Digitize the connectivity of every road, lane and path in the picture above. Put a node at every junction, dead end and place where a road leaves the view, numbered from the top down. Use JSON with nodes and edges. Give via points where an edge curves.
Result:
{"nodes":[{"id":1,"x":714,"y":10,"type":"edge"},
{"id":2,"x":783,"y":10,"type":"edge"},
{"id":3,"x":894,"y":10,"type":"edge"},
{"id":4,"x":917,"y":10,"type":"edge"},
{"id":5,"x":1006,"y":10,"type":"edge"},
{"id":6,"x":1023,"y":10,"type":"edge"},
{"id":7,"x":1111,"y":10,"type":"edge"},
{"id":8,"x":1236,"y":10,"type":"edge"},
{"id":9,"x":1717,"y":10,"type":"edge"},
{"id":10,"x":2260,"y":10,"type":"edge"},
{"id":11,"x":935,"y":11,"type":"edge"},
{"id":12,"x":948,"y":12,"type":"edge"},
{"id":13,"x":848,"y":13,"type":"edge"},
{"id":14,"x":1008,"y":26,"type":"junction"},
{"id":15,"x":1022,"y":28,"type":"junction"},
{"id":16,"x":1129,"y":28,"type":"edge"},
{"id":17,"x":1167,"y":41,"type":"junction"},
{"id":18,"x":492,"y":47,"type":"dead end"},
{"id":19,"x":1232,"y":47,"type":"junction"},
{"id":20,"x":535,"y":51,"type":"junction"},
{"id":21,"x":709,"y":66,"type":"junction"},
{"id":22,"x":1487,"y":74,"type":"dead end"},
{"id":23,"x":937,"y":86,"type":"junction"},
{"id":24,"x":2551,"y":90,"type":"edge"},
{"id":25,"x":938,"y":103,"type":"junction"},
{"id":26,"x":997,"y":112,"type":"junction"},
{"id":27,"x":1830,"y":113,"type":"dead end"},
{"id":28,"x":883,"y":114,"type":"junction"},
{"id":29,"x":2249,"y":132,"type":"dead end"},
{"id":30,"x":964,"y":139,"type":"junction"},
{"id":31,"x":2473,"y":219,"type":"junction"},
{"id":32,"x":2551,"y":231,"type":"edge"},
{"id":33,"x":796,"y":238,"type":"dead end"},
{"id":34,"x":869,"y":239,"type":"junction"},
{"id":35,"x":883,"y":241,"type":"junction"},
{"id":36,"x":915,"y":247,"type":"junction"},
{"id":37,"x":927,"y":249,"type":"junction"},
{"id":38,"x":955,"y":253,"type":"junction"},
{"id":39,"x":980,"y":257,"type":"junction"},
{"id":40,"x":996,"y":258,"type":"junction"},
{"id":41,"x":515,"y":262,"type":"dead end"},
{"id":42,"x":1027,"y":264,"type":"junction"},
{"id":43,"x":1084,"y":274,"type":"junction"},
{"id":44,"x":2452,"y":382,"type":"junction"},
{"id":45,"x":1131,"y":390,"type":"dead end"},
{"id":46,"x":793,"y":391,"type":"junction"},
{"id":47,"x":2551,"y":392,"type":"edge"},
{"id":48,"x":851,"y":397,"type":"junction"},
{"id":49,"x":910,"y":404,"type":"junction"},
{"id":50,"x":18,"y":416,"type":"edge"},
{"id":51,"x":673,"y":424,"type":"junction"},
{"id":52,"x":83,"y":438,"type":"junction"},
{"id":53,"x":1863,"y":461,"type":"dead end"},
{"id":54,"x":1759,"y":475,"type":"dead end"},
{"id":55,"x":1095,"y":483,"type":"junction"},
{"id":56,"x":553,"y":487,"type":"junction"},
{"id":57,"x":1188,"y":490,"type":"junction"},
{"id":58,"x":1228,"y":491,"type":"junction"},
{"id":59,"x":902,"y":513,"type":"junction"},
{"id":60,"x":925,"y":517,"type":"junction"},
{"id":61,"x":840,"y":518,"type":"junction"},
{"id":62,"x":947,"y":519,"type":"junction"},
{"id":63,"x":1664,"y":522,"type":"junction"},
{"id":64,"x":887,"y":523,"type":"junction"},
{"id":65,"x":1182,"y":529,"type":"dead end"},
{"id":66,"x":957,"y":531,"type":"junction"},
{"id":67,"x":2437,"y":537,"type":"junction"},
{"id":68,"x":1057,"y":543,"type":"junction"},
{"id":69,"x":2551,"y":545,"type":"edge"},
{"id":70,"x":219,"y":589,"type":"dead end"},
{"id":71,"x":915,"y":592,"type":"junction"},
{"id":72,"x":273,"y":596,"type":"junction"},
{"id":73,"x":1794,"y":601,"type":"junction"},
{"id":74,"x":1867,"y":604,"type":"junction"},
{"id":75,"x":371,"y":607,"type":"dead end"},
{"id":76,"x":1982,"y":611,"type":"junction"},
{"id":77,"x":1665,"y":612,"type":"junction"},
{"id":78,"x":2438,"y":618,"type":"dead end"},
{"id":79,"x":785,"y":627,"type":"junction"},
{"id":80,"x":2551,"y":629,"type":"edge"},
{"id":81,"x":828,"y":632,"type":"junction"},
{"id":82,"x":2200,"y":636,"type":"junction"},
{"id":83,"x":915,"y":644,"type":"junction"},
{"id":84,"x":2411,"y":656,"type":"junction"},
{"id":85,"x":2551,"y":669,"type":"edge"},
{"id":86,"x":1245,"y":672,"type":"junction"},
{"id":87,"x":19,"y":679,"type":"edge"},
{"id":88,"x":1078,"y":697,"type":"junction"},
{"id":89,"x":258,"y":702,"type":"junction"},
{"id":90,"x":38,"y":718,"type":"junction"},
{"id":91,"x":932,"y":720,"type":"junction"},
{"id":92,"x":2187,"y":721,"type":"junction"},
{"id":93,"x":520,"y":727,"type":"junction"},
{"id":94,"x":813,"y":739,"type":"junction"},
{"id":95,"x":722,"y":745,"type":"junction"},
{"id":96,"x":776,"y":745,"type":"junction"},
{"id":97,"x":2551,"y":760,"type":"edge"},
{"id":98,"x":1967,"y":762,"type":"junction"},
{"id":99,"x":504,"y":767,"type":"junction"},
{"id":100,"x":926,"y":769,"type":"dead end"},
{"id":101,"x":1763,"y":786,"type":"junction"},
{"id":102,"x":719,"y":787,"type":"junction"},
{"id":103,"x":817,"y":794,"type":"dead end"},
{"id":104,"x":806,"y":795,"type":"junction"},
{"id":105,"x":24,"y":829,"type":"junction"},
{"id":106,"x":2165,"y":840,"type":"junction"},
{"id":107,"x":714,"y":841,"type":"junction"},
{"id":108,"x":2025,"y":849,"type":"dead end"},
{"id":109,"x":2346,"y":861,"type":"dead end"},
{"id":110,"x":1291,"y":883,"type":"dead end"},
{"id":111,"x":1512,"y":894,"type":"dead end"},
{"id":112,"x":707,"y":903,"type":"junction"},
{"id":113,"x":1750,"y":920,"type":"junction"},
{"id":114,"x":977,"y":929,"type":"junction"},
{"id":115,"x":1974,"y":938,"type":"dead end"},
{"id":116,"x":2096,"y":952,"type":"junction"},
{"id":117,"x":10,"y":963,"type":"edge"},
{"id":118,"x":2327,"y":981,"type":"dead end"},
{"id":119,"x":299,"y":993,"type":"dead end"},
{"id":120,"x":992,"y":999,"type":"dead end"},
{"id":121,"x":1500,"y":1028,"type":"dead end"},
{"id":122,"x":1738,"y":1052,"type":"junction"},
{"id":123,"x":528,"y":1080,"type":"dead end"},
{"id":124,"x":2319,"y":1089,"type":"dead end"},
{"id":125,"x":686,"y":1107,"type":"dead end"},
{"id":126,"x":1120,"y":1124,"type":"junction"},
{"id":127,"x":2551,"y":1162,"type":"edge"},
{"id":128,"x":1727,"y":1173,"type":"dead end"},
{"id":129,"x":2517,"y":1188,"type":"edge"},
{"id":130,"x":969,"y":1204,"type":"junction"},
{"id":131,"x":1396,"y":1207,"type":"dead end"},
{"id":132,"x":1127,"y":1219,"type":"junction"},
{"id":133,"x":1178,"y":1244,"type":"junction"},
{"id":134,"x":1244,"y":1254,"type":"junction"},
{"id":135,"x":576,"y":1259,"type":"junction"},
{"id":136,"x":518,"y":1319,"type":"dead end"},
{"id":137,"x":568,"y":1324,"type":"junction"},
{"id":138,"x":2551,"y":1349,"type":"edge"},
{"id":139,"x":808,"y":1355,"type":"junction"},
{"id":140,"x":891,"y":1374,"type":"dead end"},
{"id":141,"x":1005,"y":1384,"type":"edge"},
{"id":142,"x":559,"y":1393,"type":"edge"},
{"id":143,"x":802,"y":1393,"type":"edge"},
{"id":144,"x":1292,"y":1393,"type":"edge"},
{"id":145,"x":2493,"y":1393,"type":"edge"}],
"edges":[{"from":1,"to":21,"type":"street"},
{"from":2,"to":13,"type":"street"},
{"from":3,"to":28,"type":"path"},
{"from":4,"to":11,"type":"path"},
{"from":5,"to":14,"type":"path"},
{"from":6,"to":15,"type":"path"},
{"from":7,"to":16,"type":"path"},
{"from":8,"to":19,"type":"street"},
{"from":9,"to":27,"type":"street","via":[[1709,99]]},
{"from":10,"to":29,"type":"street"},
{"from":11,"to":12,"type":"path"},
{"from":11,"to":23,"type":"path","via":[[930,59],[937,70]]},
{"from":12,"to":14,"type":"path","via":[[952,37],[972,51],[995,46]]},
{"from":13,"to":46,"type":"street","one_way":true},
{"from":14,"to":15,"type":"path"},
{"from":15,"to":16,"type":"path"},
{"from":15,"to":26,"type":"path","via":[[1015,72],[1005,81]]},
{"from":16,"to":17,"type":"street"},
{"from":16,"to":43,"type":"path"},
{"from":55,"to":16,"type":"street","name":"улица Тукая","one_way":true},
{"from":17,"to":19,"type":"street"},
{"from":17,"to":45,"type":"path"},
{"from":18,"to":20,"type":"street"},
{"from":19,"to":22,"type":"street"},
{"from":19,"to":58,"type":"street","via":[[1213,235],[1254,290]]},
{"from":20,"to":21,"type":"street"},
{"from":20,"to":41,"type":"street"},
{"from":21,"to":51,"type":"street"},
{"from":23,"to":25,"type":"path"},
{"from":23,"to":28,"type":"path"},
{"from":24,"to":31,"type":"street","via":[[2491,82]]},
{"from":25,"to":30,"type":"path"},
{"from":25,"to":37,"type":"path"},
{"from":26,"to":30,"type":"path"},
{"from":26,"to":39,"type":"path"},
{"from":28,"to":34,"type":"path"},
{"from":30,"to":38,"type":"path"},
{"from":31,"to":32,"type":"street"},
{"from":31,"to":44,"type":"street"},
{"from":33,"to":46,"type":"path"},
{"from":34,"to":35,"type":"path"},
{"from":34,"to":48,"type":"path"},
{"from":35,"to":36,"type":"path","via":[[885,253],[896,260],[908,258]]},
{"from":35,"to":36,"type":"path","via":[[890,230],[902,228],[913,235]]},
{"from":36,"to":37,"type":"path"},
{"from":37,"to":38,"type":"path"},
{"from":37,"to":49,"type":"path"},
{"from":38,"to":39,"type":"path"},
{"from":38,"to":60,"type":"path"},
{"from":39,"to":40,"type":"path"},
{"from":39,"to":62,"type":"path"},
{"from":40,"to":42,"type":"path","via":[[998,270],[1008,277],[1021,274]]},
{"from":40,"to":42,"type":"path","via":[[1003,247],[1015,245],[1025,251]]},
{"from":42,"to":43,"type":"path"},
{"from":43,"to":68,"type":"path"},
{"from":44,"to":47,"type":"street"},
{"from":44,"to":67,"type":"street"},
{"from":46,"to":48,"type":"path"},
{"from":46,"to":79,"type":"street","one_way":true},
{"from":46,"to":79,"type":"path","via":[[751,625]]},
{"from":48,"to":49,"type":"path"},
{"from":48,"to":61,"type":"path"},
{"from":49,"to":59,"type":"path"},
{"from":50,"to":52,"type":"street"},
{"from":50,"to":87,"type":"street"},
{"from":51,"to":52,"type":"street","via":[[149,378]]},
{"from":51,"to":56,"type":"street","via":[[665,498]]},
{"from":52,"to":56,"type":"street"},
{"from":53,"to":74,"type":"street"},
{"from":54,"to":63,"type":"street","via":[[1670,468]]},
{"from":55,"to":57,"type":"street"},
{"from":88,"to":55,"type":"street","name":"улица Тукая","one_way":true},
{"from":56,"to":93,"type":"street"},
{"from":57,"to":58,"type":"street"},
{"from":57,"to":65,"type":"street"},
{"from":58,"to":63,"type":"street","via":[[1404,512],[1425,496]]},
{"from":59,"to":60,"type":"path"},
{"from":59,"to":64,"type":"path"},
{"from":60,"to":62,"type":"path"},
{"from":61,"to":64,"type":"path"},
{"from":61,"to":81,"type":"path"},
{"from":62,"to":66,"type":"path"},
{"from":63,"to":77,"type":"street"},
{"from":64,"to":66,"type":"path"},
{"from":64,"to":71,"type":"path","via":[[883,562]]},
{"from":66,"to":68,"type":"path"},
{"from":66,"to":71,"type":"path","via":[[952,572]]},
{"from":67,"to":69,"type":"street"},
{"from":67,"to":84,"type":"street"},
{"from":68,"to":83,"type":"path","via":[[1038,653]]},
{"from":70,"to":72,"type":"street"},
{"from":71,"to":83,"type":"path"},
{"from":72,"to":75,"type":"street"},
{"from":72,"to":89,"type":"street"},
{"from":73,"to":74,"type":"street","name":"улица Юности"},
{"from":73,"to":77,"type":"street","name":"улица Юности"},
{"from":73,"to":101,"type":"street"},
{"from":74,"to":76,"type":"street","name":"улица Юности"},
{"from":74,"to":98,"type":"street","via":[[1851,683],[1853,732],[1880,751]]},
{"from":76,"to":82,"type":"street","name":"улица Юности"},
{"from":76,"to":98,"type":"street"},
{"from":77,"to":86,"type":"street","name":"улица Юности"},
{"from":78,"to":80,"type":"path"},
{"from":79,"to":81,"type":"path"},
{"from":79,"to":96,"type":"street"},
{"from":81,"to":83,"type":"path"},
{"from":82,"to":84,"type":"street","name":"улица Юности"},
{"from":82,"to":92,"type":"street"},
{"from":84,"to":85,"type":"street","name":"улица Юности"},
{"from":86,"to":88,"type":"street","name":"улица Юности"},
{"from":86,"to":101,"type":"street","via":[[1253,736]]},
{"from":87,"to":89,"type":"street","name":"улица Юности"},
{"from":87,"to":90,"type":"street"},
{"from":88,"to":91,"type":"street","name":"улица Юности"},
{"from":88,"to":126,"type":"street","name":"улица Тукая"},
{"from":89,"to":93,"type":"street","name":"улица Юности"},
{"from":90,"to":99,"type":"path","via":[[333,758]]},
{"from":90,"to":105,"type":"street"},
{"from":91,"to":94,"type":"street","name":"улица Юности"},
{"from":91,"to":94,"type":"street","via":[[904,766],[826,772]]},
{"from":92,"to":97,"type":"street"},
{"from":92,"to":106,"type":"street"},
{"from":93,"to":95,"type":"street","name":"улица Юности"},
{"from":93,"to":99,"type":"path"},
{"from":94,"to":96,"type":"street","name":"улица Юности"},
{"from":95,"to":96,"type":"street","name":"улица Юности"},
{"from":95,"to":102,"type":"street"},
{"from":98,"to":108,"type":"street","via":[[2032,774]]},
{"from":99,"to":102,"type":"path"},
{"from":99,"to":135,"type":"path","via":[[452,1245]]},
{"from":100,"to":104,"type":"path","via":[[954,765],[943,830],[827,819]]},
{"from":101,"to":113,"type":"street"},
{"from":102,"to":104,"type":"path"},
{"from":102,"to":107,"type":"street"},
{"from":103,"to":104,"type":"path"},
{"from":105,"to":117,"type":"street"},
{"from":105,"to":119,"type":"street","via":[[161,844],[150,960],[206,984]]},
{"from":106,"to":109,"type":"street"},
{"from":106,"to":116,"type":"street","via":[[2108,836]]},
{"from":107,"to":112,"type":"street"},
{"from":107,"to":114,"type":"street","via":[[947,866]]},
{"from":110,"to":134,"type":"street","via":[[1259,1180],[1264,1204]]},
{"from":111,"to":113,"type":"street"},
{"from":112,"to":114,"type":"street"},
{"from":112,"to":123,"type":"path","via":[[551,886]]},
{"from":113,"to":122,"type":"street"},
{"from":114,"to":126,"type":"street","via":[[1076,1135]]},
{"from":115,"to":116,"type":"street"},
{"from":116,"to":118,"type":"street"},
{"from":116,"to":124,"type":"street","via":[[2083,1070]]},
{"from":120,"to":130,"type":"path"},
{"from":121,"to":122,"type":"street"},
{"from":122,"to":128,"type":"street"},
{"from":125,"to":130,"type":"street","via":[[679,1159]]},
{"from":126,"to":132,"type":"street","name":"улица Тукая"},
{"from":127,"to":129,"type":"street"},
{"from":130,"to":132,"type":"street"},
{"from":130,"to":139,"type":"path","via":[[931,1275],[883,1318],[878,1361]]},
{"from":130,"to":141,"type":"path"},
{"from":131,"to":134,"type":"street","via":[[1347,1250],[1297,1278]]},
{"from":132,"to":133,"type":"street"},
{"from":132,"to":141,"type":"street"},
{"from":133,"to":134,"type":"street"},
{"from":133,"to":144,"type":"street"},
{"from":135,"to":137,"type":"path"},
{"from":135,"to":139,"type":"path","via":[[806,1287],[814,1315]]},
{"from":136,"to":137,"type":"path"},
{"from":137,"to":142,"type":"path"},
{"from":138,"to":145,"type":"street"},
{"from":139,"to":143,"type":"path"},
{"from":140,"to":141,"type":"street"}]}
============
◆ **Your task**: Find the lines in the material above that include the string "Тукая", and state how many there are without any other text.

◆ **Your response**: 4